Recently I attended two conferences, one for my work in telecommunications and the second for my work in writing. The conferences were in very different fields, but I observed several common themes which applied to both events. At the conferences, I invested time in learning new things, networked with other professionals in the field and promoted my current projects.
I'm not a newcomer to conferences. I've probably attended 4-5 telecom events for the past 15 years. My participation in writing conferences is mostly much more recent. I attended a few SF conferences as a reader and fan many years back, but my participation at Boston area conferences the past two years has been as a writer. Why should writers attend conferences?
I view conferences as an investment. It's a chance to step out of the normal day to day routines and find out what's going on in the rest of the world. Publishing is undergoing a sea change which has much in common with the changes the high tech industry experienced during the past ten years. Business models are changing, there are new ways of getting products to the market and the roles of industry participants are shifting before our eyes. In this kind of environment, it makes sense for individuals to study up on the new trends, perfect one's own areas of craft and expertise and make contacts with the shakers and movers of your industry.
Muse and the Marketplace, sponsored by Grub Street of Boston, offers a breadth of possibilities for aspiring writers. The conference took place over a weekend and I chose to attend the Saturday portion of the event. From among a plethora of sessions, I decided to focus on a mix of craft, marketing and promotion.
Boston-based author Gary Braver conducted a session on ten essential elements for writing thrillers. A key point was that the mission of the thriller writer is to establish an atmosphere of dread and then build up tension throughout the novel. I'd previously read Braver's book Flashback and really enjoyed it, so he was a credible source for this kind of information.
Next up, I attended a session on promotion which was useful, but tending toward being repetitious. The key point was an emphasis on the need for author to be ready to promote their work at all times and along the way, build up a platform. Most of this information was familiar for me and the leader offered a useful reminder that we needed to be ready with an elevator pitch on our projects.
One of the unique parts of Muse was the chance to participate in their Power Lunch. For a reasonable fee, we could choose a lunch table and chat with four members of the publishing industry. I chose a table with two agents, a publisher and an editor. Three other conference attendees joined me at the table and we all had chances to talk with everybody at the table by changing seats a couple of times. I found this to be the best part of the day. My fellow authors and I each pitched our current projects and I even had enough time to chat a bit about a work in progress with a couple of my lunchmates. I put the prior session's emphasis on the elevator pitch to immediate use and got enough interest so that I've got a couple of action items to pursue in the wake of the conference.
In the afternoon, I shifted gears and went to a session called Agents on the Hot Seat. Agents are the gatekeepers for the traditional publishing industry and tend to be very knowledgeable about the market, so getting a chance to listen to four pros talk about how they chose authors to represent and how the agent's role is evolving was enlightening.

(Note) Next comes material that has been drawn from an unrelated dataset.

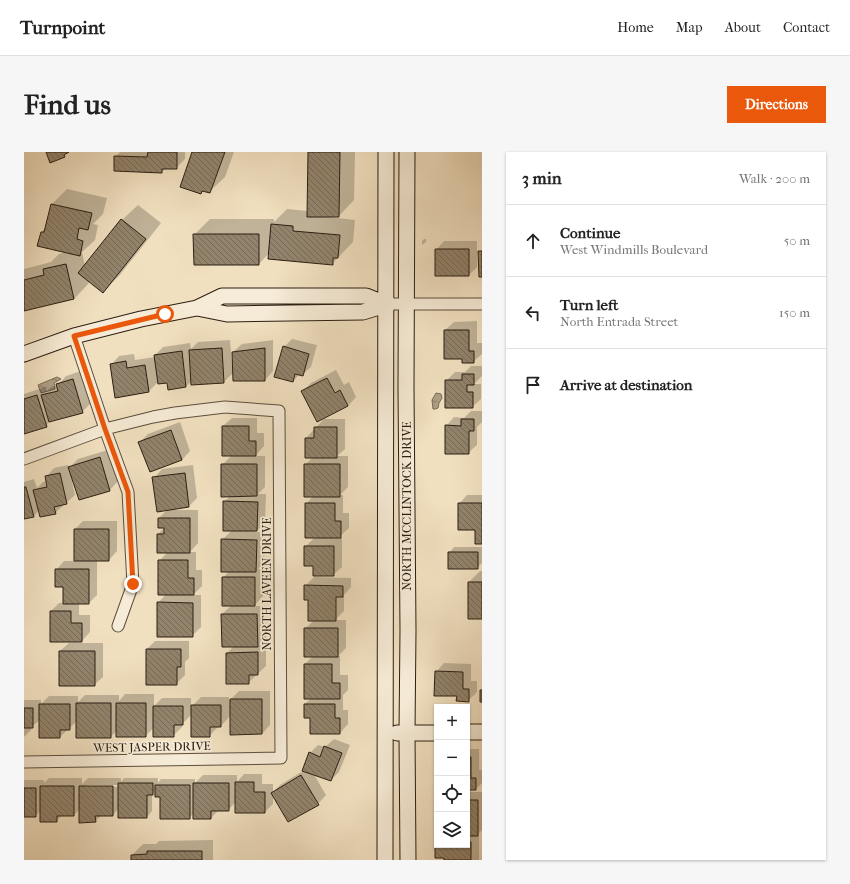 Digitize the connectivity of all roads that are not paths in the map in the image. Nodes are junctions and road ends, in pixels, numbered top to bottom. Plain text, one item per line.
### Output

I concluded my day by participating in a Manuscript Mart session. This is another unique feature of Muse, since an author can prepare a submssion in the form of a query letter, synopsis and a 20-page excerpt of one's work, and then get detailed feedback from an agent or editor. In my case, I submitted an excerpt from my first novel, Growing Up Single. The agent I chose had done her homework and offered a detailed review of both the query and the excerpt.
I had several takeaways from this session. One key point was to sweat the details on the query. The agent really wanted to get a clear idea about the book in just a few lines and offered her thoughts about whether I'd accompished that. She'd also done a line by line review of the excerpt and gave me her take on what worked and what didn't. When I had a chance to take a fresh look at her feedback a couple of days later, I found myself agreeing on some points and not on others, but felt the overall critique was useful in giving me some direction on where I'll go with this project.
By the end of the day, I felt like this day had been an excellent use of my time and that I'd learned a few things that will help me progress as a writer. I also had some great positive reinforcement that will help me to stay motivated on these projects. And I had those action items that will keep me busy for a while.
If you're a writer, what steps are you taking to advance in meeting your goals?
Do you feel conferences are the right investment of your time and money, or would you recommend a different approach?